Within the listing below, the lines to output run from the one containing "M402,7L432,278L532,267L547,278" through the one containing "M532,267L573,216"; copy them exactly and nothing else.

_____

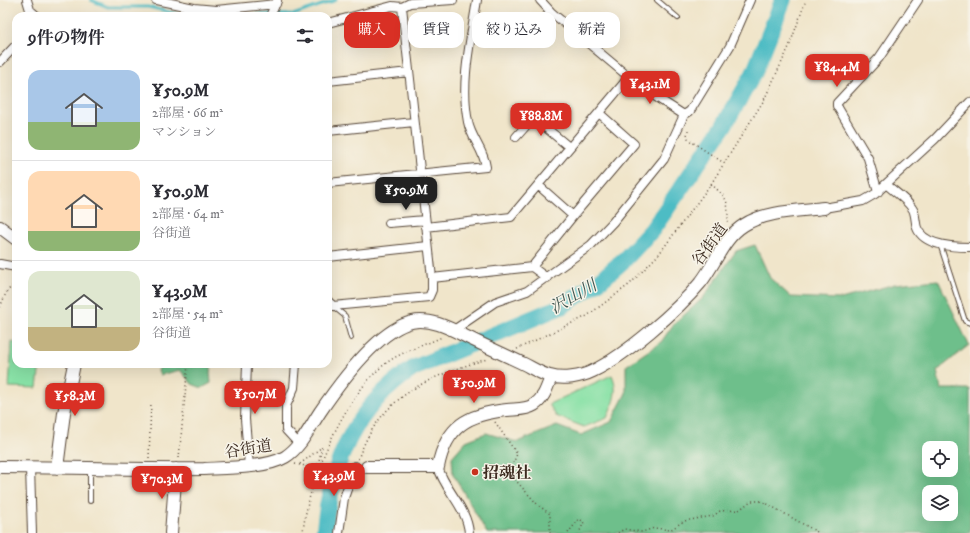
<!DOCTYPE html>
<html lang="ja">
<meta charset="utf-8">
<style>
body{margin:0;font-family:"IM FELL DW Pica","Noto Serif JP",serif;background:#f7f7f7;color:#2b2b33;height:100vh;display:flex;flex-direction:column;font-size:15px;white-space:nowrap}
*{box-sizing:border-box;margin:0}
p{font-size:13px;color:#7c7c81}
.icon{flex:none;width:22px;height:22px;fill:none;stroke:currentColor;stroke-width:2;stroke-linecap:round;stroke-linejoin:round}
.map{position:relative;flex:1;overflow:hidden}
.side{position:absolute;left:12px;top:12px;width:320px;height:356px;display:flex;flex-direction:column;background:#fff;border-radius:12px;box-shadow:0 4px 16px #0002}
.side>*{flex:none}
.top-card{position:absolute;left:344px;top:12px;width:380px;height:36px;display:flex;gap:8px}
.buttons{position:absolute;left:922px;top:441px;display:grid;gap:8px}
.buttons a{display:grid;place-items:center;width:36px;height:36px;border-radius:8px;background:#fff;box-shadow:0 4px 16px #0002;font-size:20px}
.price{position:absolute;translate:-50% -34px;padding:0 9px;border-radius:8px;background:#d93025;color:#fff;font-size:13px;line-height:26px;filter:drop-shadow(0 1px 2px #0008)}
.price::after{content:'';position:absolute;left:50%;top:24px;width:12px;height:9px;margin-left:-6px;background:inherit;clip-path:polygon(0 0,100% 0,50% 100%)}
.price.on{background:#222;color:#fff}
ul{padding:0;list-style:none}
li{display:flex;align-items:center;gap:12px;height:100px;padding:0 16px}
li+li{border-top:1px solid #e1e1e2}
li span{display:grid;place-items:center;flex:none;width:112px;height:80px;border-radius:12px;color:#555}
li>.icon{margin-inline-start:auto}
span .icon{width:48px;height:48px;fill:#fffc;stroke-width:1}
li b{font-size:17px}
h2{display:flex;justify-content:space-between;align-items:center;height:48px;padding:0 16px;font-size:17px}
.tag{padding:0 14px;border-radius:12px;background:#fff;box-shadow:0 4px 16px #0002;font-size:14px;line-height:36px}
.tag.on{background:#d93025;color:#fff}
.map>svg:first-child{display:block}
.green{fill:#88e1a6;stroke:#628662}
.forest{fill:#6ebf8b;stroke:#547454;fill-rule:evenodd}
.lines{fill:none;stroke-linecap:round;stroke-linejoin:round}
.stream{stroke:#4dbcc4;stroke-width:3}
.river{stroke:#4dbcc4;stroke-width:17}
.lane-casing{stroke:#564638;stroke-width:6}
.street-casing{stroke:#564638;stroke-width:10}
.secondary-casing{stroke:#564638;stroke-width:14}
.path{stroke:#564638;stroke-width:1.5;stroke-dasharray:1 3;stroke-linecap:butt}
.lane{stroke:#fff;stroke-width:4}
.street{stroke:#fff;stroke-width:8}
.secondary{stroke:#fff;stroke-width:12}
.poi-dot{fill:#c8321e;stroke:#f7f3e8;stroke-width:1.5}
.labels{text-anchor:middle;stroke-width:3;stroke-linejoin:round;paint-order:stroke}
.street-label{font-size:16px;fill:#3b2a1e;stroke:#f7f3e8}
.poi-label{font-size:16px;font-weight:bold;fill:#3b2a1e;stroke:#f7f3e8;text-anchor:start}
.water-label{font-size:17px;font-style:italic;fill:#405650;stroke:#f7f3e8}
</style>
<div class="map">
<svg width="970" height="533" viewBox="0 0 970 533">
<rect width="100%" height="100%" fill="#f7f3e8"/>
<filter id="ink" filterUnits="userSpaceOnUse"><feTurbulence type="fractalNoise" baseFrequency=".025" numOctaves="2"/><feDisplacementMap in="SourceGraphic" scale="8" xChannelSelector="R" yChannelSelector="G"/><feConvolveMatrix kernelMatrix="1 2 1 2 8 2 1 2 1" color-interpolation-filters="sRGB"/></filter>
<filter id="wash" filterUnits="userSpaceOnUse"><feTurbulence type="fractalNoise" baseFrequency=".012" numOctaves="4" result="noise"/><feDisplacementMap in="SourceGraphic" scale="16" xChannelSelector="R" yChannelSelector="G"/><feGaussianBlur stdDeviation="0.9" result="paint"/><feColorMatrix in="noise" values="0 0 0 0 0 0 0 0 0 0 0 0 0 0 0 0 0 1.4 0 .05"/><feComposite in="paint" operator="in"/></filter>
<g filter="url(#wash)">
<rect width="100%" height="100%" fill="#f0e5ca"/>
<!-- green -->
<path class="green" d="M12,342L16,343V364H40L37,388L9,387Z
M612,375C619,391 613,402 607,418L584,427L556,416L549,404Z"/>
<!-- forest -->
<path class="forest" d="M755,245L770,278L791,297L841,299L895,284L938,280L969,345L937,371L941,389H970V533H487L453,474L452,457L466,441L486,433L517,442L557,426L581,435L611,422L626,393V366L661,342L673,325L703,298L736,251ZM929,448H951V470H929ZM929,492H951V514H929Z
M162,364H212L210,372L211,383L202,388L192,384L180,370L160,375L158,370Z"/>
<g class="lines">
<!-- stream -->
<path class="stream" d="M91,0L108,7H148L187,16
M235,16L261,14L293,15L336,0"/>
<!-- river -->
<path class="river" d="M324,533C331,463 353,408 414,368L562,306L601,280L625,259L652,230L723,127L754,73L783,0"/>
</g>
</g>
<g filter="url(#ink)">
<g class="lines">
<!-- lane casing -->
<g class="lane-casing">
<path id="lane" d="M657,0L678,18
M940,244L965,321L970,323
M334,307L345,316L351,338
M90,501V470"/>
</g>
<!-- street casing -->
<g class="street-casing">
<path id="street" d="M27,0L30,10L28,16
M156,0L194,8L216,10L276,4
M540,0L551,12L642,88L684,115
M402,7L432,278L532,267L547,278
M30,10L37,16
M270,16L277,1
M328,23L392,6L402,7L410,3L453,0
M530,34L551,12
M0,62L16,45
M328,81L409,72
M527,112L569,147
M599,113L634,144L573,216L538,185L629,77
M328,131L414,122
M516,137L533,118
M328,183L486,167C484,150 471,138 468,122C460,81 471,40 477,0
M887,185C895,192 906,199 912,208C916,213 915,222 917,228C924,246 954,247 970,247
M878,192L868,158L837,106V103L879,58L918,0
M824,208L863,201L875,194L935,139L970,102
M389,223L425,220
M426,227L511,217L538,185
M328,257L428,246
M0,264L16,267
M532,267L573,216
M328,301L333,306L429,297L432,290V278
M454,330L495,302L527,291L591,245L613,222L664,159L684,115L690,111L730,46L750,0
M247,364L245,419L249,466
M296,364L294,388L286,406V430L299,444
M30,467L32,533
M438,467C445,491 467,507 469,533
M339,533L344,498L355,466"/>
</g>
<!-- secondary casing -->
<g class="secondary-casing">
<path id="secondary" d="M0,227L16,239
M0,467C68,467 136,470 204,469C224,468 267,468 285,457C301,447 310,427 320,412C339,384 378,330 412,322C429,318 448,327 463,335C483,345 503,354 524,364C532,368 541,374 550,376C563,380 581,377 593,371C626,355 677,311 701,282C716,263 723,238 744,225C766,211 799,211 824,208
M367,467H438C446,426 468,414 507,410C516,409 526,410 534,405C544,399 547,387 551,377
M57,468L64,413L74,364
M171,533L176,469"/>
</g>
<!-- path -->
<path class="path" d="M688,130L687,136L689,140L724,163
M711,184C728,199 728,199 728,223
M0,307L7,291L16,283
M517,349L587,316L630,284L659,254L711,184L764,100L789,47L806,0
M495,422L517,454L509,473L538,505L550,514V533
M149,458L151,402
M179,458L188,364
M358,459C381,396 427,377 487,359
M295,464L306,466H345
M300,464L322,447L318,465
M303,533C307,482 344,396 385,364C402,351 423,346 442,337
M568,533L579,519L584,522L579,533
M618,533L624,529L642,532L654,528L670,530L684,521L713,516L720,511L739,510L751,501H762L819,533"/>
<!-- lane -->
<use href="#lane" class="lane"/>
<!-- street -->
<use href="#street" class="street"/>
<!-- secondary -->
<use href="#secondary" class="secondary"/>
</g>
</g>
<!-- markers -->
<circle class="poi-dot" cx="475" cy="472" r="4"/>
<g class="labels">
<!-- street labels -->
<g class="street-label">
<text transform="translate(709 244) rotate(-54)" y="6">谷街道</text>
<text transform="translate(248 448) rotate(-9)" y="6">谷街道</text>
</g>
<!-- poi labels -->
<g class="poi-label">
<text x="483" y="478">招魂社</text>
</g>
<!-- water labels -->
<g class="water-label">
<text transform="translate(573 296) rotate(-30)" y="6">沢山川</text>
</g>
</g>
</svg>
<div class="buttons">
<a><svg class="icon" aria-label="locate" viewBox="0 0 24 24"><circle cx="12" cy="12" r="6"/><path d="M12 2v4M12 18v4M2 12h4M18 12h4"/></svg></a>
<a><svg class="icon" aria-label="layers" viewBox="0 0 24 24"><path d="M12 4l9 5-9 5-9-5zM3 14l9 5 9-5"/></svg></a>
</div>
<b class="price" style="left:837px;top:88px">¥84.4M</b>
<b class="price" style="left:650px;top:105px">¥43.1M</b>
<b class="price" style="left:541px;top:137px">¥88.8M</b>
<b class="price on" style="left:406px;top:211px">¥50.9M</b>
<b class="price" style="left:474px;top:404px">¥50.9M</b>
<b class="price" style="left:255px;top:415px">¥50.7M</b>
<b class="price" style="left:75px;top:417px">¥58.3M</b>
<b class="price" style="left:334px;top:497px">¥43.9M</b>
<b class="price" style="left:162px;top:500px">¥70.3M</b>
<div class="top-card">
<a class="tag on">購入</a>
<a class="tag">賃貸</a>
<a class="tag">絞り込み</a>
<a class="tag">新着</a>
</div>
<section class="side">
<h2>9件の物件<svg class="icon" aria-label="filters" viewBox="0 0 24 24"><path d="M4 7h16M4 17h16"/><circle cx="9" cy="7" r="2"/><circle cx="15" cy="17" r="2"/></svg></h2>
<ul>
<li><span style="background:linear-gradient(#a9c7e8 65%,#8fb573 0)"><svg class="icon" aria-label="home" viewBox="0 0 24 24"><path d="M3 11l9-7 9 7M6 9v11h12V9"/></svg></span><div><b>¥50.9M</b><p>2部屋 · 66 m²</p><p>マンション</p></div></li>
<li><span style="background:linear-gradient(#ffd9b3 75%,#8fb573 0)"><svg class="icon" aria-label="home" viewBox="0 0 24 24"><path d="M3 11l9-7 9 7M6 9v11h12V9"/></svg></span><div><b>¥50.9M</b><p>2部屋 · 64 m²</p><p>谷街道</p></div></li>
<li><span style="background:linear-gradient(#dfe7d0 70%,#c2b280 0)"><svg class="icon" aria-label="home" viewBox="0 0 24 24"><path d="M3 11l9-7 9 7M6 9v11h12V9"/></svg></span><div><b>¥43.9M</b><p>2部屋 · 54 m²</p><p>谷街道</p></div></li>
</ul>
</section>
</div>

_____

**Task answer**
M402,7L432,278L532,267L547,278
M30,10L37,16
M270,16L277,1
M328,23L392,6L402,7L410,3L453,0
M530,34L551,12
M0,62L16,45
M328,81L409,72
M527,112L569,147
M599,113L634,144L573,216L538,185L629,77
M328,131L414,122
M516,137L533,118
M328,183L486,167C484,150 471,138 468,122C460,81 471,40 477,0
M887,185C895,192 906,199 912,208C916,213 915,222 917,228C924,246 954,247 970,247
M878,192L868,158L837,106V103L879,58L918,0
M824,208L863,201L875,194L935,139L970,102
M389,223L425,220
M426,227L511,217L538,185
M328,257L428,246
M0,264L16,267
M532,267L573,216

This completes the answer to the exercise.